Los podcasts son tan ilimitados como los temas que se tratan y el público que los consume. Desde lo periodístico a lo bizarro, el entretenimiento puro o gurúes terraplanistas, consejos genéticos o recetas de cocina, todo, absolutamente todo puede hallarse en esta nueva Babel comunicacional. Sin dejar afuera, afortunadamente, cuestiones de interés social y democratización de la información. Así, puede leerse en el Correo de la UNESCO: “En un mundo donde medran la desinformación y la desconfianza hacia los medios de comunicación, la autenticidad del podcasting ofrece oportunidades excepcionales, desde las investigaciones exhaustivas hasta consecución de la justicia social, pasando por el refuerzo de la transparencia, la confianza y la integración social.”
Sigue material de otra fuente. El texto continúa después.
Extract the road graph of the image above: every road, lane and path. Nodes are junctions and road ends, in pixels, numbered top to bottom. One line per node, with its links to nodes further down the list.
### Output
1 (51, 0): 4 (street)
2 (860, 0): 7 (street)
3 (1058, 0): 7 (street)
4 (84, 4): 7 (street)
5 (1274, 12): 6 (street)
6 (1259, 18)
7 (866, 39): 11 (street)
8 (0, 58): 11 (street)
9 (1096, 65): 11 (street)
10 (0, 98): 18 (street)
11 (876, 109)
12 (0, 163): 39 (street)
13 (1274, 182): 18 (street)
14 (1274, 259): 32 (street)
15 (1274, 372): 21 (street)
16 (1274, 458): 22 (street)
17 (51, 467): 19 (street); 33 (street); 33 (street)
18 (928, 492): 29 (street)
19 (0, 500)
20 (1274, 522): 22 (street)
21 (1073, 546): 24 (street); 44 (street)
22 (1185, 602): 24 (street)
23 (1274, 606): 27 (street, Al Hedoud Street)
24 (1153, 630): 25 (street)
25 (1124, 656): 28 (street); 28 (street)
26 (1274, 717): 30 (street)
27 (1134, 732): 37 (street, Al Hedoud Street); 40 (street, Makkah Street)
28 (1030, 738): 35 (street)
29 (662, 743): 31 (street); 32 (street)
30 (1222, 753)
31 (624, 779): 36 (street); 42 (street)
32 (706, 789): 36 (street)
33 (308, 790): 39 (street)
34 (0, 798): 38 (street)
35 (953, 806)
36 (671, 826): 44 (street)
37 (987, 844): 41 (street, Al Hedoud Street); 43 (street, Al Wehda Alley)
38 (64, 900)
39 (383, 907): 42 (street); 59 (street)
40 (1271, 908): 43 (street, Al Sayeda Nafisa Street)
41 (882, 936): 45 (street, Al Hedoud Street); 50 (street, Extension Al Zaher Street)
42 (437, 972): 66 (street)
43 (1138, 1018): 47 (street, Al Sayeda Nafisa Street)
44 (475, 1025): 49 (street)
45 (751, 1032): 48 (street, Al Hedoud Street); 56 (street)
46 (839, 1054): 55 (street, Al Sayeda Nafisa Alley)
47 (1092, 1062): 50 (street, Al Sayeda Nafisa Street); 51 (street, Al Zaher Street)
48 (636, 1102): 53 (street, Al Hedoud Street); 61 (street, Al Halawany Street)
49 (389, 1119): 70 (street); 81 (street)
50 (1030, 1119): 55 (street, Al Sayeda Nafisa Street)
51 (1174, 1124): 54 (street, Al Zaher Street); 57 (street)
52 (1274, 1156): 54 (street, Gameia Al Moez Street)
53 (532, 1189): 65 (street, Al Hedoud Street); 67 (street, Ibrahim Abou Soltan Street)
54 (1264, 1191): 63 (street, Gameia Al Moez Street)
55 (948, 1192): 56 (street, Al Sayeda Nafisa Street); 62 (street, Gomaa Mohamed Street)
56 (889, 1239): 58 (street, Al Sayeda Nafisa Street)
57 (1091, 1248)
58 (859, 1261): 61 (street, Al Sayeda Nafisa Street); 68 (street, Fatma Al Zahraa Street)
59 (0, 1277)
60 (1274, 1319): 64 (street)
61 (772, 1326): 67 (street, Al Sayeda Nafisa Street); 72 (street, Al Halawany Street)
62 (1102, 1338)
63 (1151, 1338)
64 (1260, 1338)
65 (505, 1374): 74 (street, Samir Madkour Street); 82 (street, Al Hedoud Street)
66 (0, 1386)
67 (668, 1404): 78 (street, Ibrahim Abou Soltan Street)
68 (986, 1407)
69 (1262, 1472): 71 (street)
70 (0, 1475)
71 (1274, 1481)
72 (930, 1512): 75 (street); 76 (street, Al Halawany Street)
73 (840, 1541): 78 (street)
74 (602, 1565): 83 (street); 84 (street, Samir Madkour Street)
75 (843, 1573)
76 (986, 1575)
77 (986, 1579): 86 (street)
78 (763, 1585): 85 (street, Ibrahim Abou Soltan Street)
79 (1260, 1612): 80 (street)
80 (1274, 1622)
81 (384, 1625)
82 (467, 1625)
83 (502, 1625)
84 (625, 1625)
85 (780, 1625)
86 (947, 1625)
El 26 de febrero de 1999, años antes de que explotara la fiebre del podcast, la revista digital Canal Trans comenzó a divulgar a través de internet un programa de radio que denominaron: En caso de que el mundo se desintegre. En este, desde una nave espacial llamada María Tijuana que recorre el espacio sin rumbo fijo, El Capitán Roger Vinilo, La Muda, El Mico, El Pirata y El Señor Lagartija, quienes tenían una misión —pero se olvidaron cuál era—, transmiten diariamente un programa de radio hacia la Tierra “para que algo tenga algún sentido en caso de que el mundo se desintegre”. Cada uno de los tripulantes es un personaje con el cual es fácil identificarse, desde el Capitán Vinilo —al que es inevitable equiparar al spinettiano Capitán Beto—; la Muda —única mujer de la tripulación y cocinera—; el Mico, técnico malhumorado y amante del hip hop; el Señor Lagartija, que oficia de conductor y sueña con ser presidente de Disney World, cada integrante de esa variopinta dotación de viajeros que interactúa a diario con millones de oyentes hispanoparlantes, en poco puede diferenciarse de los antiguos camelleros narradores de historias o las modernas Sherezadas que cuentan atemporales cuentos en salas de pediatría o asilos de ancianos.
No importa la forma, el formato, el pretexto o el lugar, la necesidad humana de narrar historias y de escucharlas, persiste. Muta. Se renueva. Se reinventa. Y de un modo u otro y hasta el último día y aun después, no habrá nada que reemplace la magia del: Había una vez…
*Escritor, médico y Concejal por Gualeguaychú Entre Todos.